THE 2009 GOLF VI may be less than a year old, but with an architecture based largely on the fifth generation Golf, an all-new model is expected to arrive much sooner than usual.
Recent spy images revealed that development of the 2012 Volkswagen Golf is well underway, and an unrelated VW promotional video last week revealed a glimpse of the new Golf's stying.
Created to promote Volkswagen's L1 concept, the video featured a scene that showed the carmaker's designers hard at work on the concept's clay model.
In the background, another team is seen working away on what is likely the body of the next generation Golf - if only in concept form for a future motor show.
Featuring styling cues in line with the company's new family look, the new Golf sports a more raked front windscreen and a sharper snout.

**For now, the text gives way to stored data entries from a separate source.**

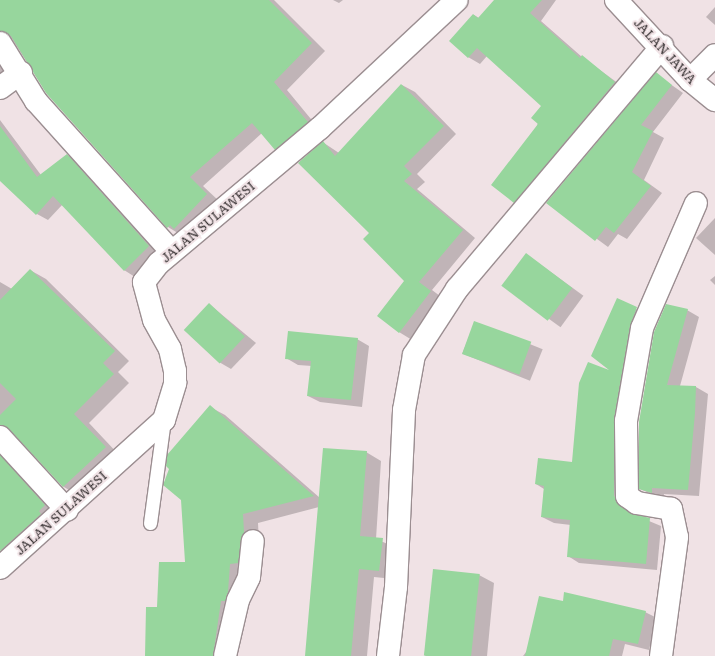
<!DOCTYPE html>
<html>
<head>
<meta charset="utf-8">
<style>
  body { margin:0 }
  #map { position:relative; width:715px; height:656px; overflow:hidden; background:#f0e2e5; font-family:Literata,serif }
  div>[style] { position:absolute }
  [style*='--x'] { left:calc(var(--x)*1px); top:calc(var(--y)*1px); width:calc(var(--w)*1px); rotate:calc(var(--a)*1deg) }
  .shadow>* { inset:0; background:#0003; transform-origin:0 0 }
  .building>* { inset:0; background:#97d69d; transform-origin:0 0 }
  .roads { filter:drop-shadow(1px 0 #9b8e91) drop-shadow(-1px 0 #9b8e91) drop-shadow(0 1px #9b8e91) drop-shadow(0 -1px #9b8e91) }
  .service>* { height:13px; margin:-6.5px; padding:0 6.5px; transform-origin:6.5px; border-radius:6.5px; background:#fff }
  .minor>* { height:22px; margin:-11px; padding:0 11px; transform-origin:11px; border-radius:11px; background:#fff }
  span { translate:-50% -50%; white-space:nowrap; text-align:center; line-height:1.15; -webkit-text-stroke:4px #f0e2e5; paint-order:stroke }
  .street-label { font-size:13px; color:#363132 }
</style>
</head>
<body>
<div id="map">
  <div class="shadow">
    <i style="clip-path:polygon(0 0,274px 0,325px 51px,287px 90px,320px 130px,289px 157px,275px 149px,262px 133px,203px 186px,220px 202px,181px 235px,168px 227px,47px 93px,12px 39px,7px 39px,14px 77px,0 90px)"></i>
    <i style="clip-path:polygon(333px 0,343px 0,339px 3px)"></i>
    <i style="clip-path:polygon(496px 0,556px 0,541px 21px,582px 57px,626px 89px,526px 209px,514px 202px,543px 106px,487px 56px,480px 64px,468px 57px,474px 15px,479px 18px)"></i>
    <i style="clip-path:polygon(715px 7px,715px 25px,706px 17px)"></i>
    <i style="clip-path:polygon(656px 74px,683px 93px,653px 132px,664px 138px,644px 180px,662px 193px,627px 239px,618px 234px,608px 247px,548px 203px)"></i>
    <i style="clip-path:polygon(402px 85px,415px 92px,456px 134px,417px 174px,425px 182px,417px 189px,475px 238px,432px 290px,444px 299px,412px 340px,399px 332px,406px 281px,370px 233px,324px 143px,339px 153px)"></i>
    <i style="clip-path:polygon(0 120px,41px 175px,67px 155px,78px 161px,160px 252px,135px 277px,124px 270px,63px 204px,48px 220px,37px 214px,0 180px)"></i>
    <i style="clip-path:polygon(715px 218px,715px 255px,696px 238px)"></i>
    <i style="left:526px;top:254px;width:71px;height:39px;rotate:36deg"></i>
    <i style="clip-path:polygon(30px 270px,46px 279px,129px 361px,118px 372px,129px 383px,89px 423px,120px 456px,79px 496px,64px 487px,16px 434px,8px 436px,60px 514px,16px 559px,0 549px,0 282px,12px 289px)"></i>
    <i style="clip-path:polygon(715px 276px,715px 285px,710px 280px)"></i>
    <i style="clip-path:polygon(618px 300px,648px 315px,626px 504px,637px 516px,661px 526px,657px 570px,579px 563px,568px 556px,571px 525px,554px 523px,542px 517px,544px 489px,536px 484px,572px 463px,613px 372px)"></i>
    <i style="clip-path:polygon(209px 304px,256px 343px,231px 369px,219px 362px)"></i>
    <i style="clip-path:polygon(687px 310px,699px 317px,680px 386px,696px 387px,708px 394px,699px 496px,664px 494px,663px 499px,640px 489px,640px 422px)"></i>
    <i style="left:475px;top:322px;width:73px;height:34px;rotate:22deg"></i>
    <i style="clip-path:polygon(357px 339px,369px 346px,362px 407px,320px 402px,308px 396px,312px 366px,298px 365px,286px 358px)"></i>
    <i style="clip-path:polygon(210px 407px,225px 415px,320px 498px,366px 452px,381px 461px,376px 539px,397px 548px,394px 579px,374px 577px,367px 656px,306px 656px,319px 507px,258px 523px,259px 542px,229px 656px,145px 656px,158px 608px,186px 563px)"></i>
    <i style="clip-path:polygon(479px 575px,494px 583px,487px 656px,425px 656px)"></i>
    <i style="clip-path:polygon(564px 603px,645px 612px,657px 618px,649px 650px,625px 644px,622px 656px,523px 656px)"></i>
  </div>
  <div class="building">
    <i style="clip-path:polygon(0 0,269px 0,312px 43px,274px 82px,308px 122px,275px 150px,252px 123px,190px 177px,207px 194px,174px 229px,170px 225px,167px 228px,46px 93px,11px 36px,0 31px)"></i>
    <i style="clip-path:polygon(494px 0,542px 0,530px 13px,580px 58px,582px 55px,615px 82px,514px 203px,491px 185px,538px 124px,531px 118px,541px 106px,477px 48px,468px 58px,449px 41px,473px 14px,478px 18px)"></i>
    <i style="clip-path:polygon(656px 72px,672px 85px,641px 125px,653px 131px,632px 172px,651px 186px,614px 233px,606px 227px,595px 241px,546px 203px)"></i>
    <i style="clip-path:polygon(401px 84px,444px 126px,404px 166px,412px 174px,404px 181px,463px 230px,419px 282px,431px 291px,399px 333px,377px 316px,404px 281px,363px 239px,369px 233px,298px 163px,323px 141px,335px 156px)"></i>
    <i style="clip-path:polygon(0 126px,37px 177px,67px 154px,149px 246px,124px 271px,53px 196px,36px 215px,0 181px)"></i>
    <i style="left:526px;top:253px;width:58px;height:41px;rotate:37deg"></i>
    <i style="clip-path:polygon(30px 269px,115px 351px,103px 363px,114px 374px,74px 414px,106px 447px,63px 487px,9px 429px,0 425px,0 415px,16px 399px,0 383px,0 300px)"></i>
    <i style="clip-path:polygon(617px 298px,637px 307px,630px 326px,614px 419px,614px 496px,630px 513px,650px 518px,646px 564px,567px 557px,570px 520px,541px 517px,544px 486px,535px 484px,538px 458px,572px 462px,579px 383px,588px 362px,609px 370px,591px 356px)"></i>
    <i style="left:209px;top:303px;width:49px;height:37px;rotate:43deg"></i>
    <i style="clip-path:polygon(666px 304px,688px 309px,667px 385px,696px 386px,695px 413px,688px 490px,652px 488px,652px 493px,639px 489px,639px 422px,654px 332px)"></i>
    <i style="left:474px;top:321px;width:61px;height:35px;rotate:20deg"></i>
    <i style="clip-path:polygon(288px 331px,358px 338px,351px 400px,307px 396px,311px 361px,285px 359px)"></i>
    <i style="clip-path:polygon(210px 405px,314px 496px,243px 514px,244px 532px,238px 563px,230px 564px,228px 592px,225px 601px,221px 601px,213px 656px,145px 656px,146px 607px,157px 607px,159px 562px,185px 562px,181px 500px,163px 485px,169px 469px,166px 466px,167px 455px)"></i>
    <i style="clip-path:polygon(323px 448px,367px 451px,360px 536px,383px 538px,379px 571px,359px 569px,351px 656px,305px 656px)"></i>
    <i style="clip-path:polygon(0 455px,45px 505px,39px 511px,41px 514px,0 551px)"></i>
    <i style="left:433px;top:569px;width:47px;height:87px;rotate:6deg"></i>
    <i style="clip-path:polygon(564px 592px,646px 611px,638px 644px,613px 639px,609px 656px,525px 656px,539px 596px,563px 601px)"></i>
  </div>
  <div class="roads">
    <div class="service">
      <i style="--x:150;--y:523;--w:104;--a:-82.3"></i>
    </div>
    <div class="minor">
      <i style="--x:616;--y:0;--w:109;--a:47.2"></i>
      <i style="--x:690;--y:80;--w:32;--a:39"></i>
      <i style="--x:0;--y:43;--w:68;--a:58.2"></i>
      <i style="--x:36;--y:101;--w:202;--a:48"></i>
      <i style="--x:690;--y:80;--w:35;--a:-45"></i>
      <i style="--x:0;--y:88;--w:26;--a:-36"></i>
      <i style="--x:0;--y:437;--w:99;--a:47.5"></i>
      <i style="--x:0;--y:568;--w:221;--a:-42.1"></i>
      <i style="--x:164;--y:420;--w:39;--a:-73"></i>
      <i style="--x:175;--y:383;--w:12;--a:-90"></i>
      <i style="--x:175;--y:371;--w:23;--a:-103"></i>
      <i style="--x:170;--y:349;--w:33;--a:-119"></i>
      <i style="--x:154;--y:320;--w:39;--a:-105"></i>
      <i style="--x:144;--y:282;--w:24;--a:-52"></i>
      <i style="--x:159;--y:263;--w:210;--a:-40"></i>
      <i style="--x:320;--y:128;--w:187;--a:-43.1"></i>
      <i style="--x:225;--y:656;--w:57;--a:-76.9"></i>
      <i style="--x:238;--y:600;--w:25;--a:-64"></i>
      <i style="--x:249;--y:577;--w:36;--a:-84"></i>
      <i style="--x:388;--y:656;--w:69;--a:-83.4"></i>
      <i style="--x:396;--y:587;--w:177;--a:-87.4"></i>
      <i style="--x:404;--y:410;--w:56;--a:-79.7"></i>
      <i style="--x:414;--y:355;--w:79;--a:-56.9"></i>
      <i style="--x:457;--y:289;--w:318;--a:-49.8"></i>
      <i style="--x:661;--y:656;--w:120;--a:-82.3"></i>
      <i style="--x:677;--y:537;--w:29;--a:-102"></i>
      <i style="--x:671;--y:509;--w:35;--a:-170"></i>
      <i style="--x:637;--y:503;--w:12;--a:-145"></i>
      <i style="--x:627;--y:496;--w:75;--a:-90.8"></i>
      <i style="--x:626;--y:421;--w:94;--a:-80.2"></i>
      <i style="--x:642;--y:328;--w:136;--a:-66.6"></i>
    </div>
  </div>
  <div class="street-label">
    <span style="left:665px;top:51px;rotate:47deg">JALAN JAWA</span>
    <span style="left:208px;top:222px;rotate:-40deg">JALAN SULAWESI</span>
    <span style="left:61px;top:513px;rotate:-42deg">JALAN SULAWESI</span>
  </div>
</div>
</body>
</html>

Adding credence to speculation that this footage showed the Golf VII in development, Volkswagen has since removed the scene from the video.
According to Brit-mag Auto Express, the seventh-generation Golf will be landing in Volkswagen showrooms sometime in 2012 - barely three years after the introduction of the Mk VI.
A hybrid drivetrain is the biggest, with VW's Twin Drive tech likely to make its production debut in the Golf VII.
Using a fuel-sipping 1.5 litre diesel engine mated to three electric drive motors, the hybrid Golf will reportedly feature an electric-only mode for low speed crawls and also ship with a plug-in charging system for the onboard batteries.
The product of all this is a car that'll return an astounding 2.08 l/100km (113mpg) on the combined cycle.
A compression-ignition petrol motor is also rumoured to be on the cards for the new Golf, with the sparkplug-less motor supposedly combining the economy of a diesel with the performance of a petrol.
The HCCI engine, as it's being called, may also see use as an onboard generator for an all-electric driveline, thanks to its preference to run at a constant rpm.
Performance models such as the GTI as well as the torquey diesel variants may also benefit from a seventh ratio added to VW's ubiquitous twin-clutch DSG gearbox, which is currently limited to just six gears when paired to the gruntier engines.
Weight will also be shed with the next-gen Golf, improving fuel economy even further when combined with a range of smaller, thriftier motors.